Under the auspices of immigration reform, a prominent bipartisan group of lawmakers has embarked on a months-long journey. At the outset, some were hopeful that closed-door negotiations would result in concrete steps to fix our nation’s broken immigration system.
In a recent interview, Sen. Marco Rubio (R-FL) seemed to acknowledge he thought real reform was possible. In an interview with Sean Hannity, Rubio said, “When I initially got involved in this effort in December of last year, I initially said let’s make sure everything, including that first step [of legalization], is conditioned on the border and all these other things.”
After identifying a “problem” with that approach, Rubio opted for the legalization-first approach favored by the likes of Sens. Chuck Schumer (D-NY) and John McCain (R-AZ). Many of his colleagues did not get the message, though. Last week, 43 Senators voted in favor of an enforcement-first approach.
The amendment, offered by Sen. Chuck Grassley (R-IA), would have required that the border be secured before illegal immigrants were allowed to apply for legal status, known as registered provisional immigrant (RPI) status. If all 43 Senators remain committed to an enforcement-first approach, the Gang of Eight bill is effectively dead because Senate Majority Leader Harry Reid (D-NV) would not have the 60 votes necessary to cut off debate.
Unfortunately, intellectual consistency is a rarity in Washington.
Of the 43 Senators voting in favor of an enforcement-first approach, one -- Sen. Kelly Ayotte (R-NH) -- has already announced her support for the Gang of Eight’s legalization-first approach. Another, Sen. John Cornyn (R-TX) has proposed a border security and enforcement amendment that could attract significant support from some of his Republican colleagues, including Sen. Mitch McConnell (R-KY).
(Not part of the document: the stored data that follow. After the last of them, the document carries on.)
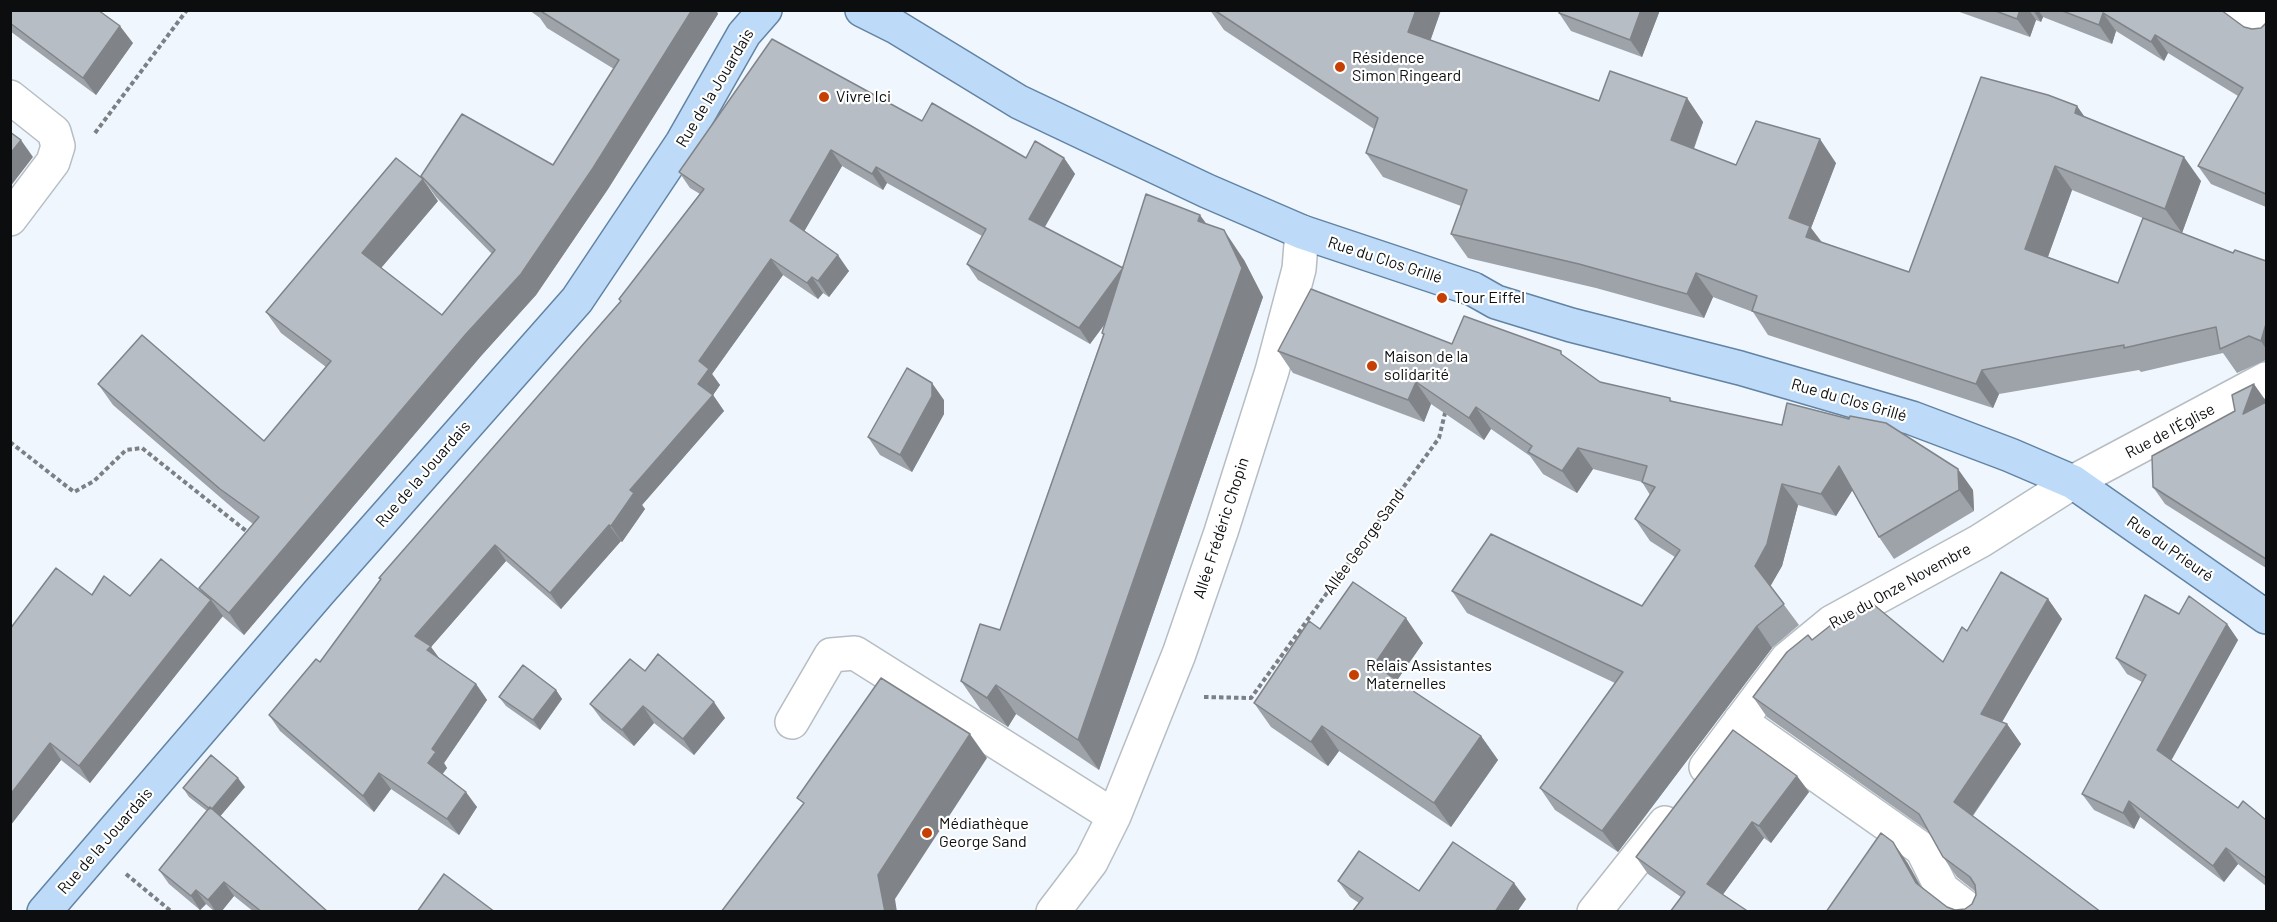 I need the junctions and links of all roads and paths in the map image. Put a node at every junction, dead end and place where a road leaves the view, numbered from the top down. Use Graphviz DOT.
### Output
graph roads {
  1 [pos="187,10"];
  2 [pos="765,10"];
  3 [pos="862,10"];
  4 [pos="2238,10"];
  5 [pos="2266,29"];
  6 [pos="10,97"];
  7 [pos="58,146"];
  8 [pos="10,219"];
  9 [pos="1302,232"];
  10 [pos="2266,380"];
  11 [pos="1447,404"];
  12 [pos="10,442"];
  13 [pos="2073,482"];
  14 [pos="258,541"];
  15 [pos="2266,616"];
  16 [pos="1161,697"];
  17 [pos="792,722"];
  18 [pos="1740,722"];
  19 [pos="1114,816"];
  20 [pos="97,850"];
  21 [pos="44,912"];
  22 [pos="172,912"];
  23 [pos="1053,912"];
  24 [pos="1594,912"];
  25 [pos="1972,912"];
  1 -- 7 [label="path"];
  2 -- 20 [label="main road, Rue de la Jouardais"];
  3 -- 9 [label="main road, Rue du Clos Grillé"];
  4 -- 5 [label="street"];
  6 -- 7 [label="street"];
  7 -- 8 [label="street"];
  9 -- 13 [label="main road, Rue du Clos Grillé"];
  9 -- 16 [label="street, Allée Frédéric Chopin"];
  10 -- 13 [label="street, Rue de l'Église"];
  11 -- 16 [label="path, Allée George Sand"];
  12 -- 14 [label="path"];
  13 -- 15 [label="main road, Rue du Prieuré"];
  13 -- 18 [label="street, Rue du Onze Novembre"];
  16 -- 19 [label="street, Allée Frédéric Chopin"];
  17 -- 19 [label="street"];
  18 -- 24 [label="street, Rue du Onze Novembre"];
  18 -- 25 [label="street"];
  19 -- 23 [label="street"];
  20 -- 21 [label="main road, Rue de la Jouardais"];
  20 -- 22 [label="path"];
} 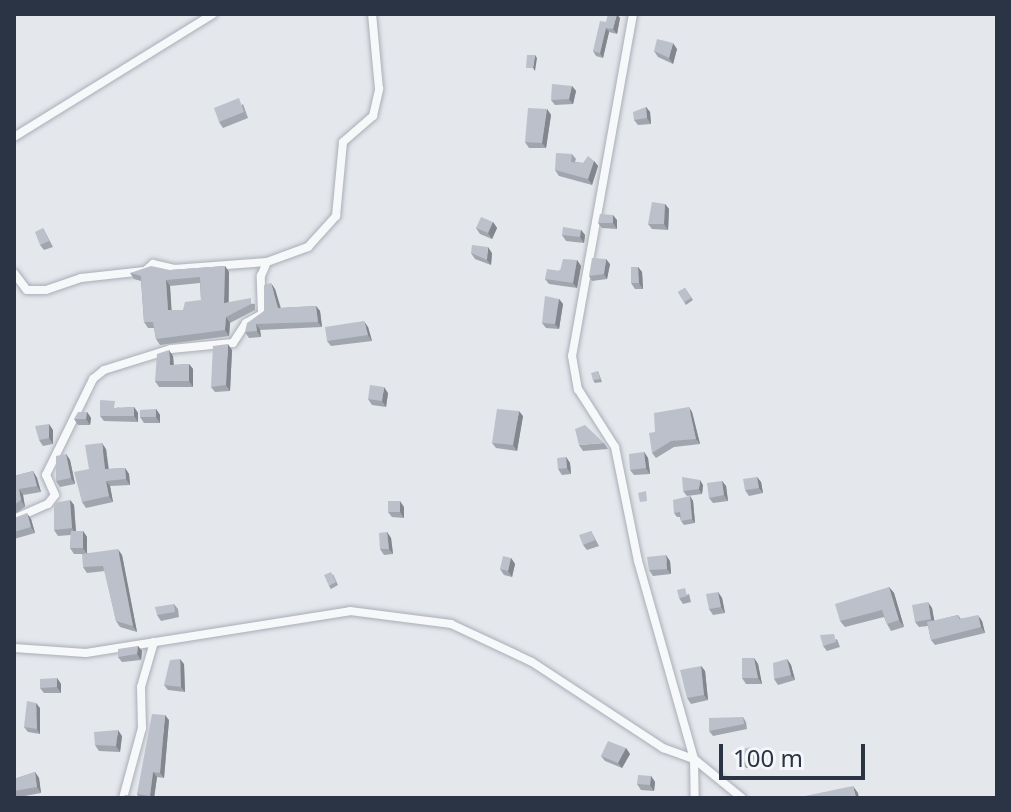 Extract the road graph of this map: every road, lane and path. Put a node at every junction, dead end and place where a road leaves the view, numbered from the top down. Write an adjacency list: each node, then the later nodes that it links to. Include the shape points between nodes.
1 (213, 14): 4 (street)
2 (372, 14): 5 (street, via 379,89 373,116 343,142 336,216 308,247)
3 (633, 14): 10 (street, via 572,356 578,389 615,447 638,561)
4 (14, 137)
5 (267, 262): 6 (street, via 174,269 153,264 145,271 81,278 46,290 27,290); 7 (street, via 261,276 262,314 246,323 233,343 161,351 104,370 93,379 46,475 55,495 48,504)
6 (14, 273)
7 (14, 519)
8 (154, 642): 9 (street, via 86,653); 10 (street, via 350,611 451,624 532,662 663,748); 11 (street, via 141,687 142,728)
9 (14, 648)
10 (694, 759): 12 (street); 13 (street)
11 (123, 798)
12 (695, 798)
13 (742, 798) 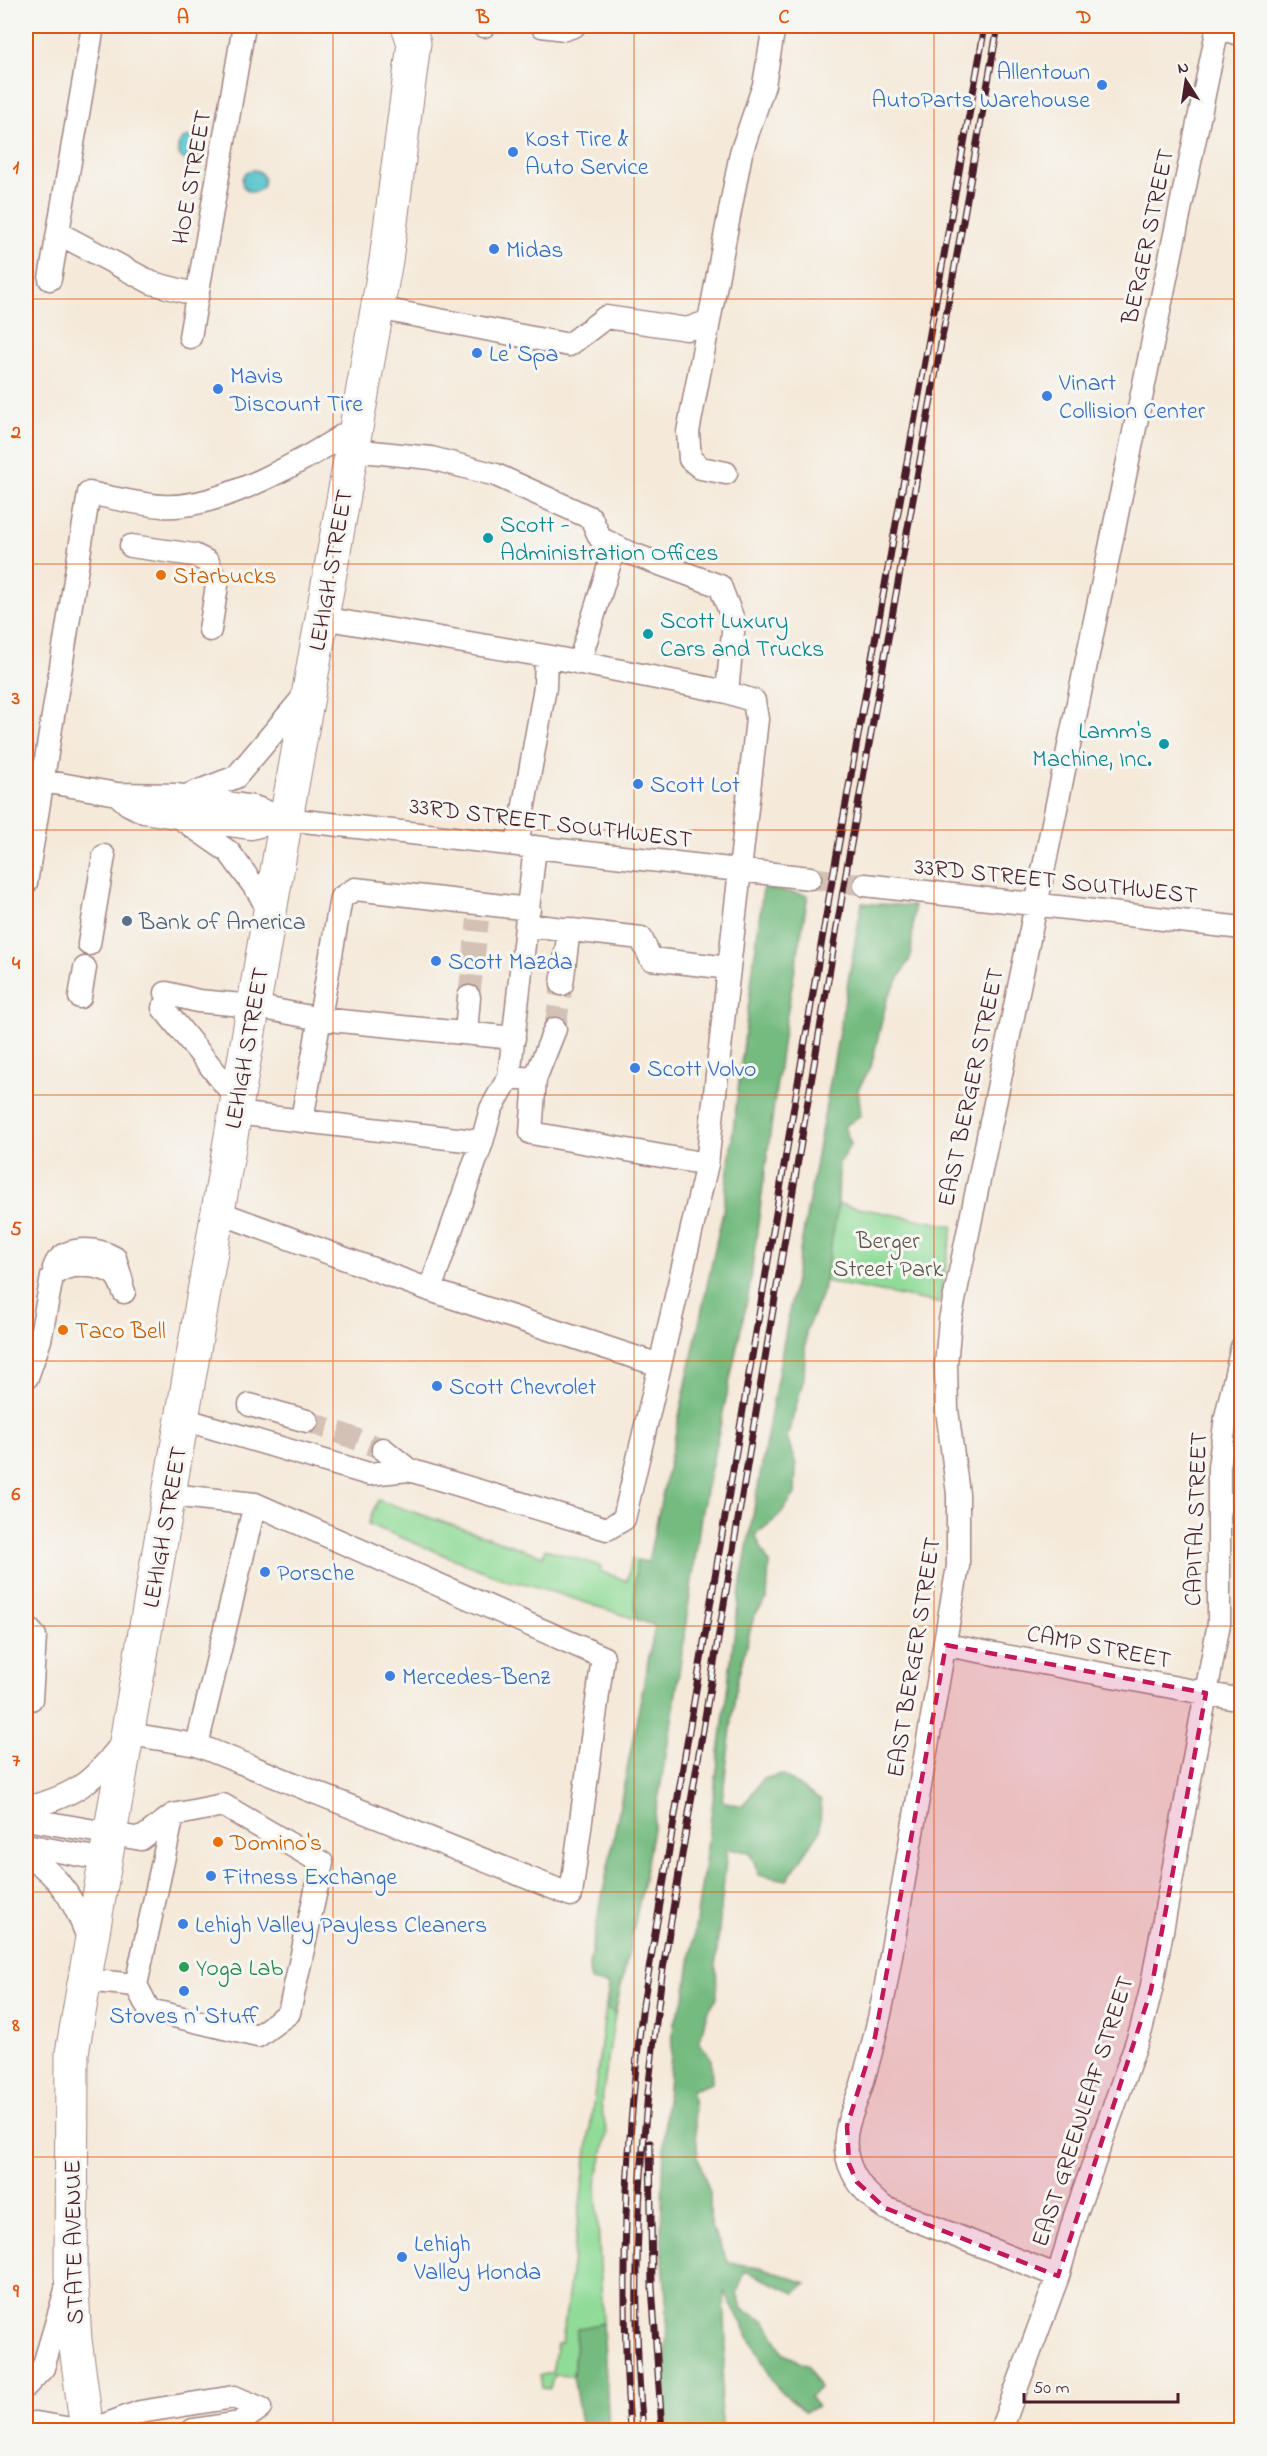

Interestingly enough, Cornyn’s criticism of the Gang of Eight’s bill (Dallas Morning News, 6/5) is fitting of his amendment:
“For starters, its border-security triggers are talking points disguised as policy: Legalization of the estimated 11 million illegal immigrants in the United States would be activated by meaningless promises rather than concrete results. Haven’t we heard enough of that from Washington?”
Cornyn demonstrated a Rubio-esque logic shift when he penned a new op-ed (USA Today, 6/9) just a few days later. Rather than focusing on the “legalization of the estimated 11 million illegal immigrants”, Cornyn focused on how the “bill grants permanent legal status to millions of undocumented immigrants without any guarantee of a secure border.”
Enforcement first became legalization first or, as Rubio explained in his now infamous Univision interview: “First comes the legalization. Then come the measures to secure the border. And then comes the process of permanent residence.”
Despite their desire (whether based on principle or politics) for an enforcement-first approach, Republicans appear willing to embrace Rubio’s framework.
But they’d be advised to look before they leap. One of Rubio’s negotiating partners, Sen. Dick Durbin (D-IL), sees the Gang of Eight’s bill a bit differently. Durbin said:
“We have de-linked the pathway to citizenship and border enforcement. You could be on a path to a million people reaching citizenship and have one bad week on the border, at which point you stop, and that’s just unacceptable.”
Even though Jeb Bush no longer believes it, his line “that those who violated the laws can remain but cannot obtain the cherished fruits of citizenship” comes to mind. Clearly Durbin’s intent is different: absolutely nothing will stand in the way of 11+ million illegal immigrants being granted amnesty and receiving citizenship.
That should raise alarm bells for self-proclaimed conservatives flirting with the bill by drafting and offering tough sounding amendments. As one unnamed Senate aide said, many of these amendments are simply about “dialing down conservative blowback” back home.
For us conservatives, it is time to dial up the pressure.